La Fondation l’a toujours affirmé haut et fort, nous, humains, faisons partie du vivant et à ce titre, nos actions écologiques sont parfaitement résumées dans ce désormais célèbre slogan de mobilisations « Nous sommes le vivant qui se défend ». Nous, le vivant, sommes dans une même communauté de destin. La relation doit être au cœur de nos éthiques et actions comme reflet des interdépendances et des façons diverses de se relier ENTRE humains et AVEC les non-humains. La question écologique se pose alors non plus comme un enjeu séparé des autres sphères puisqu’elle exige de penser la composition du monde, au sens de penser les manières de se relier et de co-habiter ensemble ce foyer commun qu’est la Terre.
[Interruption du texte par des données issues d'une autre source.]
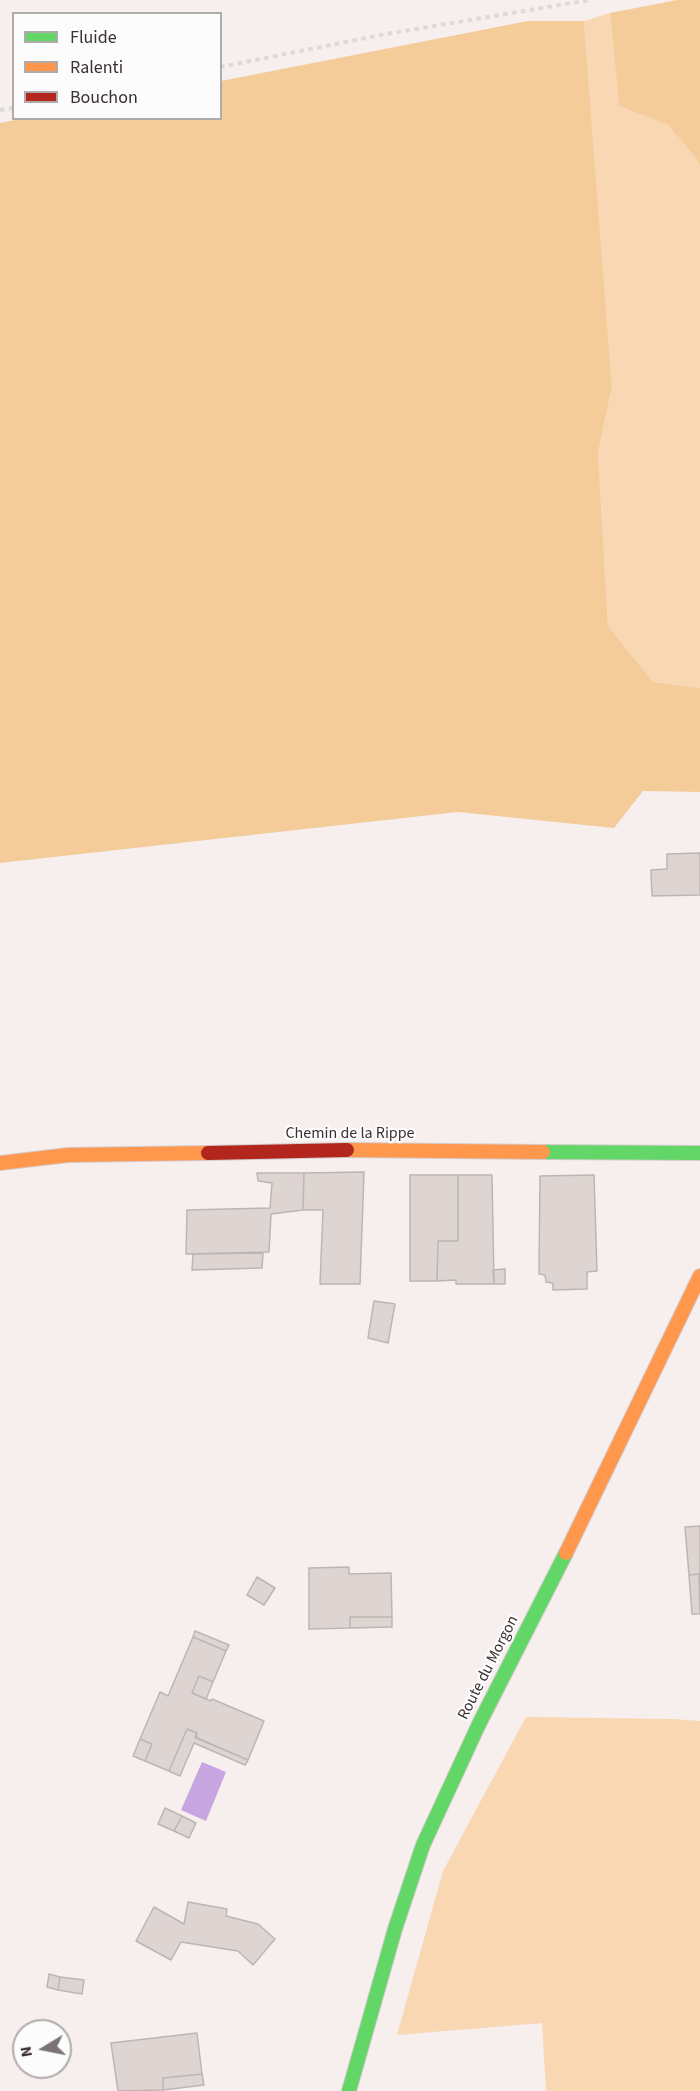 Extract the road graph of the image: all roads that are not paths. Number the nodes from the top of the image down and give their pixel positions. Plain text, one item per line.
1 (700, 1153) edge
2 (0, 1163) edge
3 (700, 1276) edge
4 (349, 2091) edge

1 - 2 street, Chemin de la Rippe
3 - 4 street, Route du Morgon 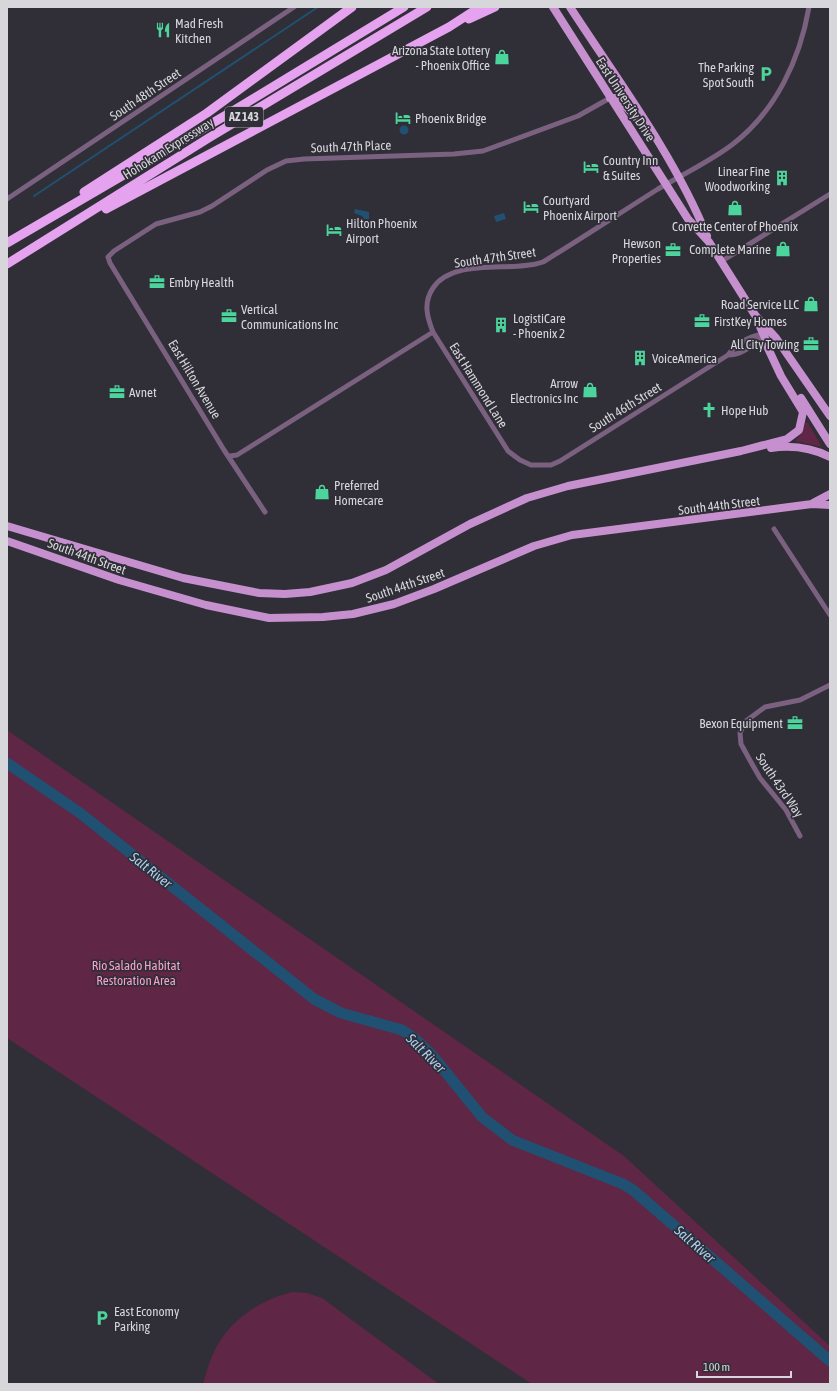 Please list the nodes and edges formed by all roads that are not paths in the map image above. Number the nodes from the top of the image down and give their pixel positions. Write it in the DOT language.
graph roads {
  1 [pos="294,7"];
  2 [pos="352,7"];
  3 [pos="404,7"];
  4 [pos="427,7"];
  5 [pos="480,7"];
  6 [pos="495,7"];
  7 [pos="553,7"];
  8 [pos="570,7"];
  9 [pos="809,7"];
  10 [pos="449,27"];
  11 [pos="610,98"];
  12 [pos="655,138"];
  13 [pos="679,177"];
  14 [pos="667,184"];
  15 [pos="830,194"];
  16 [pos="7,199"];
  17 [pos="42,222"];
  18 [pos="62,231"];
  19 [pos="709,242"];
  20 [pos="7,243"];
  21 [pos="108,257"];
  22 [pos="722,261"];
  23 [pos="7,264"];
  24 [pos="426,305"];
  25 [pos="433,332"];
  26 [pos="765,332"];
  27 [pos="766,344"];
  28 [pos="728,355"];
  29 [pos="830,416"];
  30 [pos="830,444"];
  31 [pos="741,451"];
  32 [pos="230,456"];
  33 [pos="830,457"];
  34 [pos="531,465"];
  35 [pos="830,494"];
  36 [pos="812,504"];
  37 [pos="830,505"];
  38 [pos="265,512"];
  39 [pos="7,526"];
  40 [pos="774,528"];
  41 [pos="7,541"];
  42 [pos="830,615"];
  43 [pos="830,685"];
  44 [pos="800,836"];
  1 -- 16 [label="street, South 48th Street"];
  2 -- 17 [label="highway"];
  3 -- 17 [label="highway, Hohokam Expressway / AZ 143"];
  4 -- 18 [label="highway, Hohokam Expressway / AZ 143"];
  5 -- 10 [label="highway"];
  6 -- 10 [label="highway"];
  7 -- 11 [label="main road, East University Drive"];
  8 -- 12 [label="main road, East University Drive"];
  9 -- 13 [label="street"];
  10 -- 18 [label="highway"];
  11 -- 12 [label="main road"];
  11 -- 14 [label="main road, East University Drive"];
  11 -- 21 [label="street, South 47th Place"];
  12 -- 13 [label="main road, East University Drive"];
  13 -- 14 [label="street, South 47th Street"];
  13 -- 19 [label="main road, East University Drive"];
  14 -- 19 [label="main road, East University Drive"];
  14 -- 24 [label="street, South 47th Street"];
  15 -- 22 [label="street"];
  17 -- 20 [label="highway, Hohokam Expressway / AZ 143"];
  18 -- 23 [label="highway, Hohokam Expressway / AZ 143"];
  19 -- 22 [label="main road, East University Drive"];
  21 -- 32 [label="street, East Hilton Avenue"];
  22 -- 26 [label="main road, East University Drive"];
  24 -- 25 [label="street, East Hammond Lane"];
  25 -- 32 [label="street"];
  25 -- 34 [label="street, East Hammond Lane"];
  26 -- 27 [label="main road, East University Drive"];
  26 -- 28 [label="street, South 46th Street"];
  26 -- 28 [label="street, South 46th Street"];
  26 -- 29 [label="main road, East University Drive"];
  27 -- 30 [label="main road, East University Drive"];
  27 -- 31 [label="main road"];
  28 -- 34 [label="street, South 46th Street"];
  31 -- 33 [label="main road"];
  31 -- 39 [label="main road, South 44th Street"];
  32 -- 38 [label="street, East Hilton Avenue"];
  35 -- 36 [label="main road"];
  36 -- 37 [label="main road"];
  36 -- 41 [label="main road, South 44th Street"];
  40 -- 42 [label="street"];
  43 -- 44 [label="street, South 43rd Way"];
}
Il est nécessaire de réapprendre à vivre dans une grande communauté du vivant et de composer de nouvelles relations qui prennent en compte les formes de vie autres qu’humaines. Cela pose aussi la nécessité absolue de repenser les usages des terres et des eaux pour prioriser ceux pour la vie et lutter contre ceux qui détruisent le vivant ou perturbent les équilibres. Composer ce monde implique une nouvelle éthique où l’hubris et la domination laissent la place à la modération et aux ‘égards ajustés’* avec les autres qu’humains. C’est à partir de territoires précis que s’inventent des alternatives et que des métamorphoses prennent corps car ils permettent, à une échelle plus ou moins grande, de penser de manière systémique. Les manières de co-habiter dans nos milieux de vie est donc un acte politique. L’écologie pour nous c’est donc aussi les formes de soin à apporter à ce foyer commun pour le maintien des équilibres fragiles desquels nos vies, et celles d’autres, dépendent. Constituer ce monde passe par une « cosmopolitique de la relation » : faire monde ne se décrète pas, c’est « le fruit d’un agir ensemble »* où cette co-activité nous tient ensemble.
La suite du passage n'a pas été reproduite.